## Activity
In the entries below, find the lines that include "graph" and give their number as the whole reply.

Data items:
•••••
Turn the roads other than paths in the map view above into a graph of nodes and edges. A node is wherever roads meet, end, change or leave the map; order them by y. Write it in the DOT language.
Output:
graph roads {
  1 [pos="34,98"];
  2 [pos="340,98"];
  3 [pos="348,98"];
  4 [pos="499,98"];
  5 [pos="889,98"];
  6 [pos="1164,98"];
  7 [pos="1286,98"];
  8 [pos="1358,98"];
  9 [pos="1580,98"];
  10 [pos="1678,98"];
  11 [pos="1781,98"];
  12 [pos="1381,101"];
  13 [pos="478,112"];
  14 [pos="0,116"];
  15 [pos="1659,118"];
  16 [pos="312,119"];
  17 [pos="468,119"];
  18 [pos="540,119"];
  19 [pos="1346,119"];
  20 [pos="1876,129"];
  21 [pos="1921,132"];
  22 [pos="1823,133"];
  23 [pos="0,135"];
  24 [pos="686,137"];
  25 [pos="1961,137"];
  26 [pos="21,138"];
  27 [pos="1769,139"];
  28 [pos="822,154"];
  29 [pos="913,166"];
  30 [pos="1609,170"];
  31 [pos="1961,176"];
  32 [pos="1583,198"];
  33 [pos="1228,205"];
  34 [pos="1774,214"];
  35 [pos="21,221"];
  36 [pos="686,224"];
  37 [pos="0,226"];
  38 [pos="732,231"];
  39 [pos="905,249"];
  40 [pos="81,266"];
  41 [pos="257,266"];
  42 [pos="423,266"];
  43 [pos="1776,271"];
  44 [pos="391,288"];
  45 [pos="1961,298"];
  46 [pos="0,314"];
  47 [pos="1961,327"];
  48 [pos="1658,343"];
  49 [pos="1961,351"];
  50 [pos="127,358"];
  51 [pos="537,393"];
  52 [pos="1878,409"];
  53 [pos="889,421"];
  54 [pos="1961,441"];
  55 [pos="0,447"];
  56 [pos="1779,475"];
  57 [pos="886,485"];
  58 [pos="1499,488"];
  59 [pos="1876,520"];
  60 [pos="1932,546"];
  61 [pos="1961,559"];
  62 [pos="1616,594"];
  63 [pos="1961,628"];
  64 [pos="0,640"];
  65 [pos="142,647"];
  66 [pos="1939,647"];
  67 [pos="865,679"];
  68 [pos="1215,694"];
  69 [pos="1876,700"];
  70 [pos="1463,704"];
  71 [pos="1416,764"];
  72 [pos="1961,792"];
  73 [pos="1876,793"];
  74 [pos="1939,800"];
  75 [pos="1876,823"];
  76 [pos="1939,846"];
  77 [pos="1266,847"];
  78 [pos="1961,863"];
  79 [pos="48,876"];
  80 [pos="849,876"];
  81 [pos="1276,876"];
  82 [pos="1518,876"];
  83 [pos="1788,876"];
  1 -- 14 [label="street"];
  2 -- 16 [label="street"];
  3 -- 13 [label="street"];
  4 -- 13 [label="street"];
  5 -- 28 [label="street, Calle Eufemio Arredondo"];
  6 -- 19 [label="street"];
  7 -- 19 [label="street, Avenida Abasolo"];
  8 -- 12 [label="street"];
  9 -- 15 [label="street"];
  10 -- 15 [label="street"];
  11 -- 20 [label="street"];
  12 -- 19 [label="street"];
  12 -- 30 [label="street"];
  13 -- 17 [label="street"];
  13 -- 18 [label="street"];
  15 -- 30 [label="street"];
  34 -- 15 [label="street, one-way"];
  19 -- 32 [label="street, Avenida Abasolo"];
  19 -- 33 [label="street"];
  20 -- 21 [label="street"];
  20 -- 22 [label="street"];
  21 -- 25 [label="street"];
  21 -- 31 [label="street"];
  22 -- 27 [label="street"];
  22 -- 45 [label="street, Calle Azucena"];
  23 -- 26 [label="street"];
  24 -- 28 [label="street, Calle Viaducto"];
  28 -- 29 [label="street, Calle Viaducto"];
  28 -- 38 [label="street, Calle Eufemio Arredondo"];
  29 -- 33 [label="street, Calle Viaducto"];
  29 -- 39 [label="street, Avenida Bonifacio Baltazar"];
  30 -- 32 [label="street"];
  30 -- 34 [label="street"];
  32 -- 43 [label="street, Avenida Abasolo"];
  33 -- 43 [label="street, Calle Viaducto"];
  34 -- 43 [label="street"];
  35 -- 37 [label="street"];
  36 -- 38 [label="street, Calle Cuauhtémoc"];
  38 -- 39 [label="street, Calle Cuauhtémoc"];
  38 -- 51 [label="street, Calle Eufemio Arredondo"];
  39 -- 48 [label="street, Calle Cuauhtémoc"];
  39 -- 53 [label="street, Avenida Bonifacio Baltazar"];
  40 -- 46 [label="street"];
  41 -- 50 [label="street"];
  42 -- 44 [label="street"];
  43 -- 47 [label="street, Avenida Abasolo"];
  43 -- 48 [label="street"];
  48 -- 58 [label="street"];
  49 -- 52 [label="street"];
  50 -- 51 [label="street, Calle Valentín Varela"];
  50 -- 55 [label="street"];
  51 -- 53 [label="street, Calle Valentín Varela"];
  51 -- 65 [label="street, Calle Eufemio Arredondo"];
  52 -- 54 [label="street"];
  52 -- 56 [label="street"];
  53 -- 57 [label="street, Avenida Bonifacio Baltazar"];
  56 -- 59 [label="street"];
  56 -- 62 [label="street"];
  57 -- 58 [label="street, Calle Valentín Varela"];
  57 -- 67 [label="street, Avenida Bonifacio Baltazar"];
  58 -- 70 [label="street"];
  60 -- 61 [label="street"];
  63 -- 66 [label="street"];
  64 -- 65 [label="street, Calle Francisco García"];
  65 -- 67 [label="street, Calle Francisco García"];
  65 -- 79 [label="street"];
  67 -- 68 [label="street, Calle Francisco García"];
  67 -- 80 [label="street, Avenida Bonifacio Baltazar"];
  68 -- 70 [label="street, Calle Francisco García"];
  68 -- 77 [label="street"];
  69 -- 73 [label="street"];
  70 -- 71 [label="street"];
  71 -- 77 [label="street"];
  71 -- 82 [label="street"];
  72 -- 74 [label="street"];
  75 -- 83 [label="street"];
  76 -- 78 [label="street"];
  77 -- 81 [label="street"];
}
•••••
## Exercise response
2